Аякчаана, Катя и Истр непонимающе переглянулись. Какие еще дары? Ярослава не сводила насто-роженного взгляда с бабушки. На губах Енисеи расцвела улыбка, она лукаво поглядывала то на отца, то на ведунью.
На слова молодой женщины старик отреагировал нарочито равнодушно, но замер на мгновение, искоса посмотрев на пришедших. В синих глазах мелькнуло любопытство.
– Что за дары? – мрачно посмотрел он на Могиню.
Та всплеснула руками, удивленно изогнув тонкие брови домиком:
– Да неужто ты с порога дары наши принимать будешь?! Где ж это видано!
Старик с сомнением постоял, опираясь на посох, с опаской, не ускользнувшей от внимательных глаз Могини, оглянулся на парящий в центре храма цветок, источавший бледный полупрозрачный свет и тот самый звон, что слышали они у подножия лестницы, и отошел в сторону, освобождая гостям дорогу.
Катя и Ярослава переглянулись, пожали плечами – что за дары пообещала Могиня, они не знали.
А та между тем неторопливо и даже важно прошла внутрь храма, оглядываясь по сторонам.
– А что, отче, один ты здесь служишь? – деловито поинтересовалась.
– Да неужто ты вопрошаешь меня, не одарив дарами несметными? Виданное ли дело так поступать? – Велимудр-то еще тот хитрец оказался.
Но Могиня ему яростно подыгрывала.
– И то правда, отче! Принимай наши дары!
Она взмахнула руками, и на кончиках ее пальцев возникли мелкие звездочки. Она стряхнула их, и они со звоном рассыпались у ее ног. Из каждой звездочки тонкой полупрозрачной струйкой поднимался к хрустальному потолку ароматный дымок – запах лесной травы, покоса, реки – и, достигнув его, разливался по залу великолепным пейзажем: вот неглубокая речка омывает прозрачными водами каменистый берег, ребятишки играют, дети постарше ловят в заводи рыбу. Чуть поодаль женщины полощут белье, бьют его о камни, весело переговариваясь и подпевая друг другу. Вдалеке, из-за пригорка, выходят несколько лошадей, а за ними лохматый пастушок играет на свирели, да так, что ноги сами пускаются в пляс.

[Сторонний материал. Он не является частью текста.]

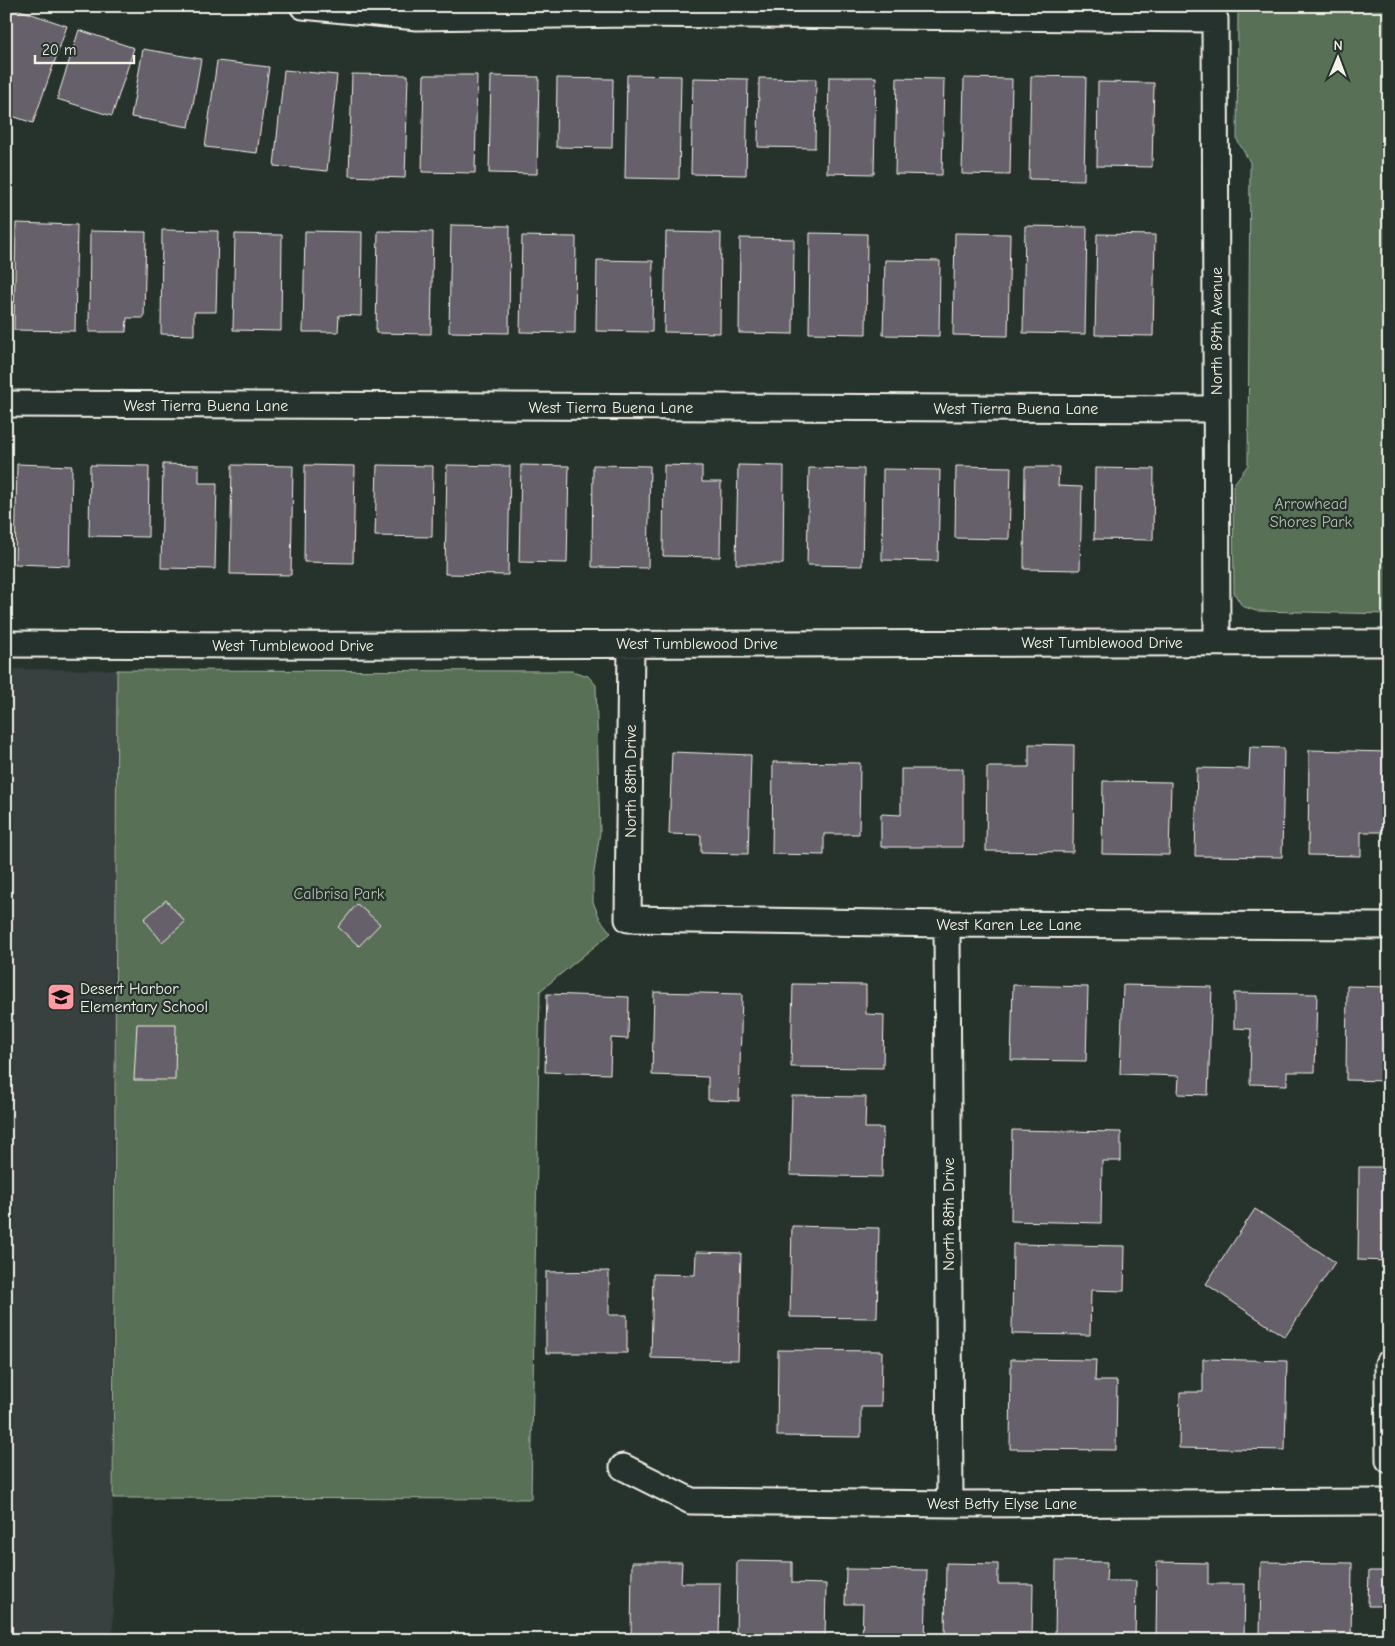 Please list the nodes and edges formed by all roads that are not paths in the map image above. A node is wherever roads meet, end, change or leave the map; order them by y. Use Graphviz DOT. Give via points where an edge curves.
graph roads {
  1 [pos="303,6"];
  2 [pos="920,11"];
  3 [pos="6,404"];
  4 [pos="1216,409"];
  5 [pos="1217,642"];
  6 [pos="631,643"];
  7 [pos="1389,643"];
  8 [pos="6,644"];
  9 [pos="628,919"];
  10 [pos="947,924"];
  11 [pos="1389,926"];
  12 [pos="1388,1364"];
  13 [pos="1389,1460"];
  14 [pos="623,1467"];
  15 [pos="1389,1502"];
  16 [pos="950,1504"];
  1 -- 2 [label="street" via="417,17"];
  2 -- 4 [label="street, North 89th Avenue" via="1215,19"];
  3 -- 4 [label="street, West Tierra Buena Lane"];
  4 -- 5 [label="street, North 89th Avenue"];
  5 -- 6 [label="street, West Tumblewood Drive"];
  5 -- 7 [label="street, West Tumblewood Drive"];
  6 -- 8 [label="street, West Tumblewood Drive"];
  6 -- 9 [label="street, North 88th Drive"];
  9 -- 10 [label="street, West Karen Lee Lane"];
  10 -- 11 [label="street, West Karen Lee Lane"];
  10 -- 16 [label="street, North 88th Drive"];
  12 -- 13 [label="street"];
  14 -- 16 [label="street, West Betty Elyse Lane" via="691,1501"];
  15 -- 16 [label="street, West Betty Elyse Lane"];
} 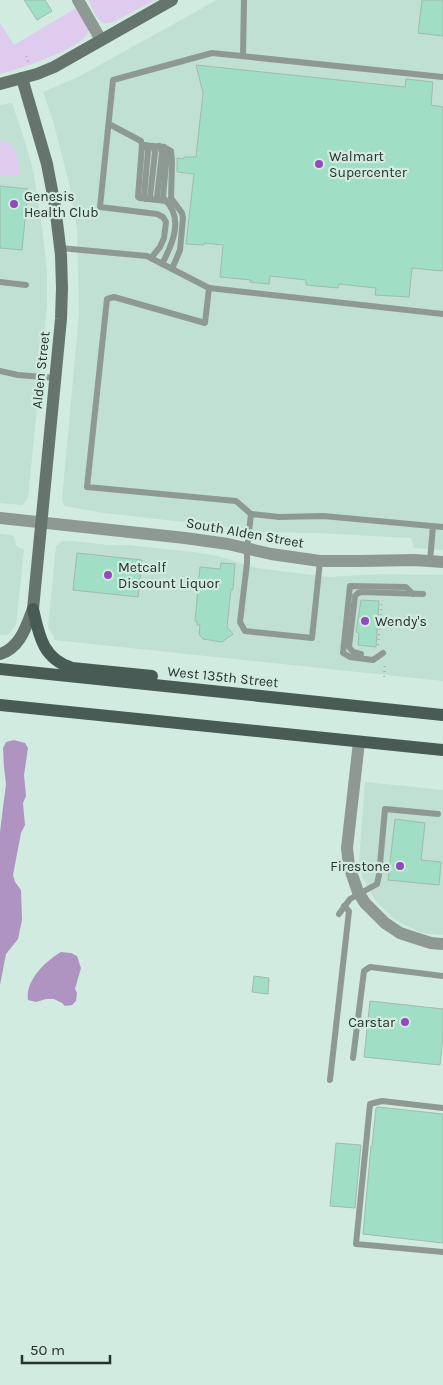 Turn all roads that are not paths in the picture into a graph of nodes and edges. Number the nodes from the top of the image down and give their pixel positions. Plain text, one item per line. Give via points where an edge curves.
1 (78, 0) edge
2 (172, 0) edge
3 (244, 0) edge
4 (101, 40) junction
5 (243, 56) junction
6 (443, 77) edge
7 (22, 78) junction
8 (0, 84) edge
9 (108, 124) junction
10 (153, 146) junction
11 (149, 199) junction
12 (163, 201) junction
13 (60, 248) junction
14 (151, 258) junction
15 (162, 264) junction
16 (172, 269) junction
17 (0, 282) edge
18 (26, 285) dead end
19 (209, 288) junction
20 (443, 314) edge
21 (0, 371) edge
22 (56, 378) junction
23 (251, 514) junction
24 (0, 518) edge
25 (42, 522) junction
26 (433, 526) junction
27 (443, 526) edge
28 (247, 549) junction
29 (320, 561) junction
30 (430, 561) junction
31 (443, 562) edge
32 (414, 594) junction
33 (423, 594) dead end
34 (33, 609) junction
35 (0, 654) edge
36 (0, 669) edge
37 (274, 697) junction
38 (0, 705) edge
39 (443, 715) edge
40 (359, 742) junction
41 (443, 750) edge
42 (438, 814) dead end
43 (359, 894) junction
44 (344, 906) junction
45 (339, 914) dead end
46 (443, 944) edge
47 (443, 976) edge
48 (353, 1058) dead end
49 (330, 1080) dead end
50 (443, 1108) edge
51 (443, 1252) edge

1 - 4 street
2 - 4 street
3 - 5 lane
4 - 7 street via 54,67
5 - 6 lane
5 - 9 lane via 212,53 113,80
7 - 8 street
7 - 13 street, Alden Street via 47,164
9 - 10 lane
9 - 14 lane via 100,207 163,216 166,222 164,238
10 - 11 lane
10 - 11 lane via 142,155 138,195
10 - 12 lane via 167,153
10 - 16 lane via 171,151 171,198 183,218 180,250
11 - 12 lane
12 - 15 lane via 173,209 176,218 172,244
13 - 14 lane
13 - 22 street, Alden Street via 62,288
14 - 15 lane
15 - 16 lane
16 - 19 lane
17 - 18 lane
19 - 20 lane
19 - 23 lane via 205,323 114,297 107,299 87,487 236,501
21 - 22 lane
22 - 25 street, Alden Street
23 - 26 lane via 323,516
23 - 28 lane
24 - 25 street, South Alden Street
25 - 28 street, South Alden Street via 185,538
25 - 34 street, Alden Street
26 - 27 lane
26 - 30 lane
28 - 29 street, South Alden Street
28 - 29 lane via 240,622 245,631 312,638
29 - 30 street, South Alden Street
30 - 31 street, South Alden Street
32 - 32 lane via 358,593 355,596 350,650 356,654 385,654 373,660 343,653 350,586 406,587
32 - 33 lane
34 - 35 street, Alden Street via 17,644
34 - 37 main road via 45,648 62,665 268,688
36 - 37 main road, West 135th Street
37 - 39 main road, West 135th Street
38 - 40 main road
40 - 41 main road
40 - 43 street via 347,848 349,866
42 - 43 lane via 385,809 377,884
43 - 44 lane
43 - 46 street via 384,923 400,933
44 - 45 lane
44 - 49 lane via 349,911
47 - 48 lane via 370,967 364,971
50 - 51 lane via 382,1101 370,1104 356,1244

Енисея, Ярушка и Катя удивленно переглянулись. Велимудр вцепился в посох. Качнулся. Сухая морщинистая ладонь уперлась в колонну.
– Откуда? – прохрипел хозяин.
Старческая рука бессильно дернулась. Енисея бросилась к нему, но он отбросил ее руку.
– Откуда узнала ты?
Могиня взглянула ему в глаза, усмехнулась:
– Чай, узнал ты кого, отче?
Старик поднял дрожащую руку и указал на пастушка:
– Сей отрок – я…
Могиня взмахнула руками, картинка сменилась другой. Теперь их окружил пряный вечер, молодой месяц скользил по шелковому небосклону, зажигая по пути звезды. Юноша шел рука об руку с молодой девушкой. В полумраке не отличить, кто они, да Велимудр узнал их.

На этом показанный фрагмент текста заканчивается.